After months of work by its staff to come up with a state-mandated regional housing needs allocation (RHNA) methodology that would pass muster with the state’s Department of Housing and Community Development, the board of the Associated Monterey Bay Area Governments adopted a methodology on Jan. 12. It’s one the board believes can withstand scrutiny from state housing officials.
RHNA cycles, as they are called, come up every eight years. In the process, regional agencies like AMBAG map out housing allocations for every jurisdiction. These numbers of new housing units per city represent a mandate for each jurisdiction to zone properties to meet those housing goals.

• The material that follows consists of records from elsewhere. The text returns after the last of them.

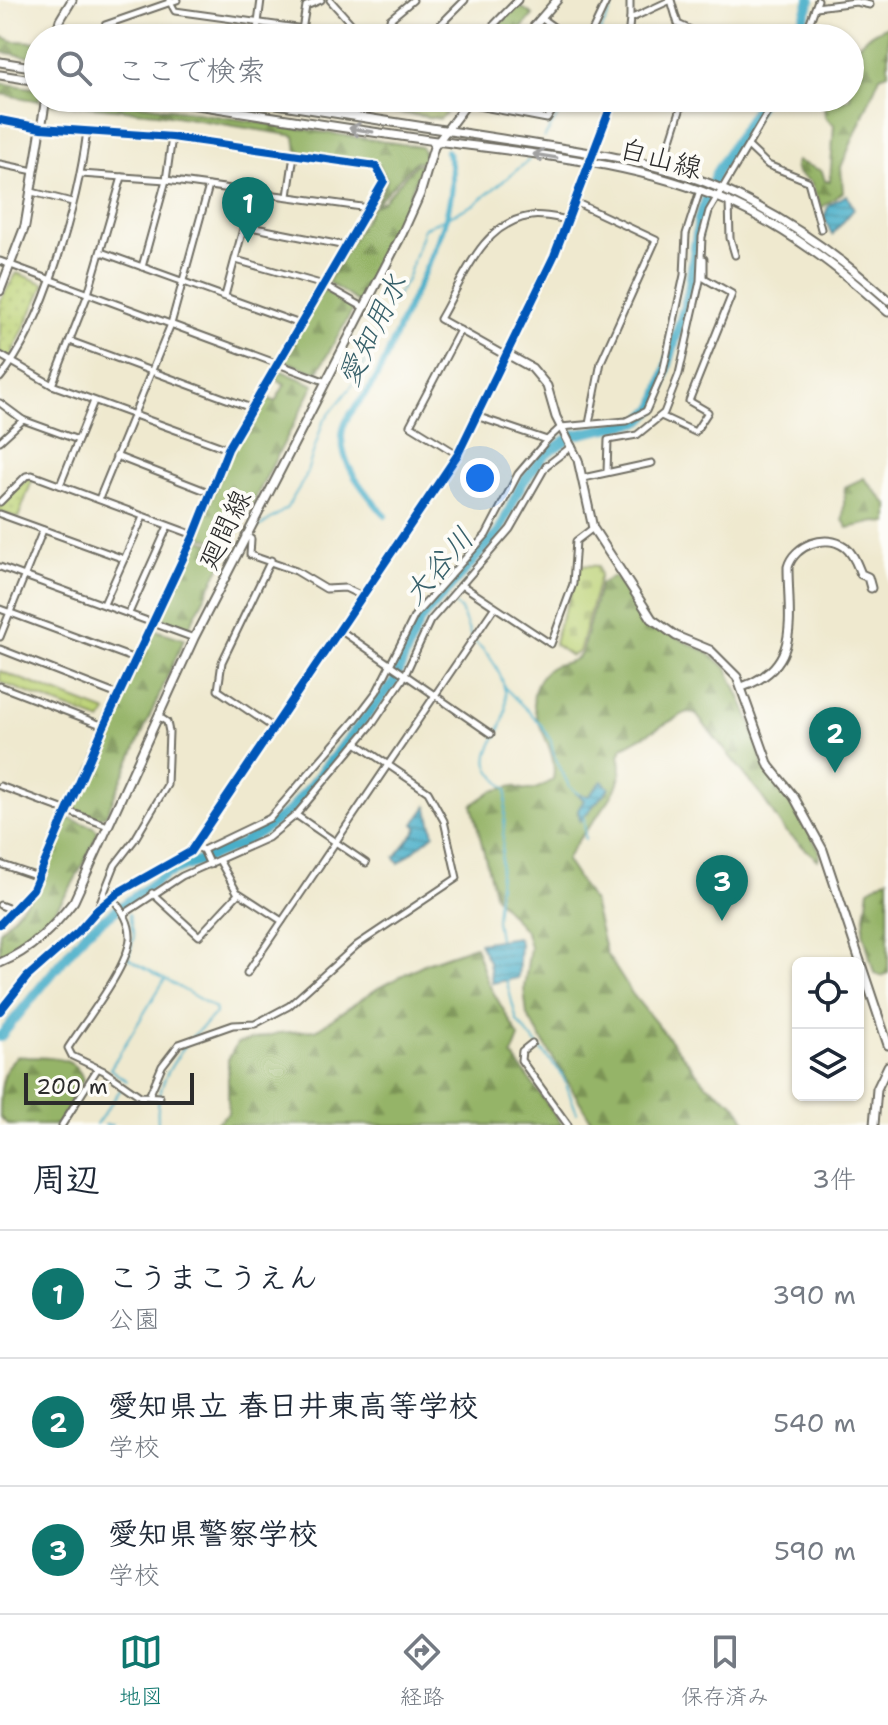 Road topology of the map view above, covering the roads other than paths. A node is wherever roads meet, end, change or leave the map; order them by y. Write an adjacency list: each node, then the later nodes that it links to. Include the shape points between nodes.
1 (72, 0): 17 (street)
2 (261, 0): 16 (street)
3 (321, 0): 20 (street, via 306,6)
4 (330, 0): 21 (street)
5 (413, 0): 22 (street, via 390,19)
6 (465, 0): 23 (street)
7 (557, 0): 14 (street)
8 (607, 0): 27 (street)
9 (630, 0): 15 (street)
10 (172, 1): 16 (street, via 175,11); 18 (street)
11 (517, 1): 24 (street)
12 (817, 3): 13 (street); 30 (street)
13 (870, 5)
14 (541, 18): 25 (street); 26 (street)
15 (630, 19): 28 (street); 29 (street, via 671,0)
16 (258, 23): 19 (street)
17 (59, 24)
18 (108, 24)
19 (264, 24)
20 (303, 24)
21 (351, 24)
22 (394, 24)
23 (441, 24)
24 (495, 24)
25 (536, 24)
26 (549, 24)
27 (596, 24)
28 (629, 24)
29 (678, 24)
30 (810, 24)
31 (0, 62): 32 (street)
32 (24, 66)
33 (0, 75): 34 (street)
34 (24, 79)
35 (44, 112): 45 (street)
36 (247, 112): 49 (street, 白山線, one-way to 36)
37 (328, 112): 46 (street, 白山線)
38 (460, 112): 46 (street, 廻間線)
39 (517, 112): 40 (street, via 547,119)
40 (552, 112)
41 (609, 112): 51 (street)
42 (680, 112): 55 (street)
43 (768, 112): 50 (street)
44 (0, 120): 45 (street)
45 (41, 128): 47 (street); 56 (street)
46 (445, 130): 49 (street, 廻間線); 51 (street, 白山線)
47 (87, 131): 48 (street); 57 (street)
48 (172, 137): 52 (street); 59 (street)
49 (438, 140): 53 (street, 白山線, one-way to 49); 89 (street, 廻間線, via 402,234)
50 (749, 147): 61 (street); 73 (street, via 768,165 808,181)
51 (593, 153): 53 (street); 55 (street, 白山線)
52 (294, 155): 65 (street); 70 (street, via 376,166 384,181)
53 (590, 163): 62 (street, 白山線); 68 (street)
54 (0, 164): 56 (street)
55 (662, 168): 61 (street, 白山線)
56 (34, 171): 63 (street)
57 (81, 174): 58 (street); 67 (street)
58 (122, 177): 59 (street); 76 (street)
59 (166, 180): 60 (street); 81 (street)
60 (209, 186): 64 (street); 83 (street)
61 (721, 188): 66 (street); 88 (street, 白山線, via 828,250)
62 (701, 191): 66 (street, 白山線); 110 (street, via 686,234 684,275 653,399 636,418)
63 (32, 192): 67 (street); 80 (street)
64 (253, 192): 65 (street); 72 (street)
65 (288, 196): 70 (street)
66 (716, 197): 69 (street, 白山線); 75 (street)
67 (72, 202): 82 (street)
68 (575, 202): 71 (street); 110 (street, via 656,240 601,362)
69 (729, 202): 77 (street); 90 (street, 白山線, via 798,239)
70 (369, 208): 74 (street)
71 (568, 220): 93 (street, via 529,216 492,233 477,249 440,319); 95 (street)
72 (245, 226): 74 (street); 78 (street)
73 (821, 229)
74 (346, 246): 84 (street)
75 (701, 250): 107 (street, via 700,281 679,374); 107 (street, via 704,278 732,294 689,401 708,412 695,432)
76 (101, 252): 81 (street); 86 (street)
77 (735, 255)
78 (236, 260): 84 (street); 87 (street)
79 (0, 261): 80 (street)
80 (12, 266): 82 (street); 85 (street)
81 (142, 267): 83 (street)
82 (49, 280): 86 (street); 97 (street)
83 (184, 282): 87 (street); 91 (street)
84 (324, 285): 89 (street); 92 (street)
85 (0, 291)
86 (88, 294): 91 (street); 94 (street)
87 (225, 296): 92 (street)
88 (888, 300)
89 (363, 307): 101 (street, 廻間線)
90 (888, 312)
91 (171, 324): 98 (street); 99 (street)
92 (300, 324): 98 (street)
93 (460, 330): 95 (street); 117 (street, via 410,425)
94 (70, 341): 99 (street); 102 (street)
95 (505, 354): 108 (street); 111 (street, via 540,375)
96 (0, 355): 97 (street)
97 (13, 362): 100 (street); 102 (street)
98 (277, 363): 101 (street); 105 (street)
99 (152, 371): 105 (street); 106 (street)
100 (0, 378)
101 (324, 381): 132 (street, 廻間線)
102 (52, 385): 103 (street)
103 (94, 401): 106 (street); 112 (street)
104 (0, 403): 109 (street)
105 (251, 408): 116 (street)
106 (134, 414): 116 (street); 118 (street)
107 (661, 416): 120 (street, via 637,435 608,440)
108 (479, 417): 113 (street); 117 (street)
109 (23, 420): 112 (street); 114 (street)
110 (589, 424): 111 (street)
111 (561, 427): 113 (street); 115 (street)
112 (78, 440): 122 (street)
113 (547, 440): 151 (street, via 518,474 486,535 415,615)
114 (0, 441)
115 (571, 444): 121 (street); 137 (street, via 546,466 510,529)
116 (228, 449): 123 (street)
117 (458, 454): 139 (street)
118 (116, 456): 123 (street); 124 (street)
119 (652, 463): 120 (street)
120 (607, 472): 121 (street)
121 (583, 478): 129 (street)
122 (60, 485): 124 (street); 125 (street, via 26,476)
123 (211, 493): 131 (street)
124 (99, 499): 127 (street)
125 (0, 502)
126 (0, 514): 130 (street)
127 (143, 517): 128 (street); 133 (street)
128 (168, 526): 131 (street); 144 (street)
129 (593, 528): 141 (street, via 576,541 573,584 551,644); 154 (street, via 652,619 726,662)
130 (43, 530): 133 (street); 136 (street)
131 (194, 535): 145 (street)
132 (245, 535): 134 (street, via 251,539 249,554); 148 (street, 廻間線)
133 (124, 559): 140 (street)
134 (271, 560): 139 (street, via 326,589 345,588); 159 (street, via 222,662 218,690)
135 (0, 567): 136 (street)
136 (25, 576): 140 (street); 143 (street)
137 (462, 585): 141 (street); 152 (street, via 430,621)
138 (871, 588): 154 (street, via 844,546 826,541 799,549 788,567 784,657 772,673)
139 (362, 596): 146 (street)
140 (104, 604): 144 (street)
141 (494, 608): 156 (street)
142 (0, 609): 143 (street)
143 (9, 613): 147 (street); 150 (street)
144 (129, 613): 145 (street)
145 (153, 622): 148 (street); 150 (street)
146 (340, 630): 151 (street); 159 (street)
147 (0, 637)
148 (194, 638): 157 (street, 廻間線)
149 (0, 649): 155 (street)
150 (135, 659): 155 (street)
151 (389, 664): 152 (street); 169 (street, via 366,707 281,808 250,830)
152 (405, 675): 156 (street); 161 (street)
153 (0, 686): 158 (street)
154 (742, 687): 188 (street, via 769,766 794,797 823,850)
155 (119, 695): 158 (street)
156 (433, 695): 160 (street); 162 (street)
157 (157, 715): 166 (street, 廻間線); 180 (street, via 167,722 169,732 167,785 115,865)
158 (104, 726): 164 (street)
159 (274, 728): 168 (street)
160 (491, 734)
161 (356, 743): 162 (street); 165 (street)
162 (387, 765): 167 (street); 190 (street, via 428,792 444,821 457,878 357,945 289,1006 255,1024 233,1025 179,1044 162,1066 155,1096 140,1096)
163 (0, 786): 164 (street)
164 (66, 812): 166 (street); 174 (street)
165 (296, 815): 167 (street); 170 (street, via 268,838)
166 (109, 827): 184 (street, 廻間線, via 60,919 31,946)
167 (335, 841): 171 (street); 182 (street)
168 (195, 846): 169 (street); 177 (street)
169 (203, 850): 173 (street)
170 (219, 860): 173 (street); 176 (street)
171 (366, 863)
172 (0, 864): 174 (street)
173 (210, 865): 175 (street)
174 (38, 877): 179 (street)
175 (152, 893): 176 (street, via 199,936); 181 (street)
176 (238, 894): 182 (street)
177 (114, 901): 180 (street); 181 (street)
178 (0, 905): 179 (street)
179 (13, 910): 183 (street)
180 (97, 910): 186 (street, via 27,977)
181 (124, 914): 190 (street, via 130,936 124,956 68,1048 72,1056)
182 (282, 921): 185 (street)
183 (0, 924)
184 (0, 963)
185 (247, 973)
186 (0, 1011)
187 (532, 1043): 192 (street, via 522,1051 521,1060)
188 (888, 1045)
189 (888, 1066): 193 (street, via 877,1089)
190 (98, 1068): 191 (street)
191 (62, 1125)
192 (568, 1125)
193 (874, 1125)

And for cities on the Monterey Peninsula, zoning for the proposed allocated units will represent a daunting challenge. In the draft methodology adopted by AMBAG, the city of Monterey, for example, will have to zone for 3,654 units in next eight-year cycle, Pacific Grove will have 1,125 and Carmel will have 349 while Seaside, the most populous city on the county’s coast, will only have to zone for 616 units. (Two of the no votes on the AMBAG board came from Monterey councilmember Ed Smith and Carmel councilmember Karen Ferlito.)
The wide split is due in large part to Assembly Bill 686, passed in 2018 to promote fairness and address systemic racism and segregation in housing issues. That gave birth to a new acronym, AFFH – Affirmatively Furthering Fair Housing – that state officials prioritized so that local jurisdictions could meet the objectives of AB 686, which essentially seeks to push more housing into affluent areas.
AMBAG staff met with state Housing and Community Development staff on Jan. 4 to go over the plans they had discussed with the AMBAG board, and were essentially told that none of them would be approved by HCD because they didn’t put enough emphasis on fair housing. The option the board ultimately approved, in a 19-5 vote, is one that AMBAG staff do believe will be approved by HCD.
A handful of board members expressed frustration over the aggressive housing numbers, but one point of contention was that this was essentially an unfunded mandate, and that while one arm of state government won’t let the Peninsula put in new water meters, another arm is demanding it zone for new housing with the threat of financial penalties.
“This could potentially turn into a punitive result, and all of the cities on the Peninsula are going to have an impossible time meeting any of these numbers,” Smith said. He called his no vote a “protest vote.” Ferlito said that while Carmel generates hospitality jobs because of tourism, those jobs could be threatened if the city zones for the housing the state wants.
“Yes, we probably could increase from single-story to two-story or three-story,” Ferlito said, “but in doing that, would we be actually damaging the village [of Carmel] to the point where we would no longer be able to generate those jobs?”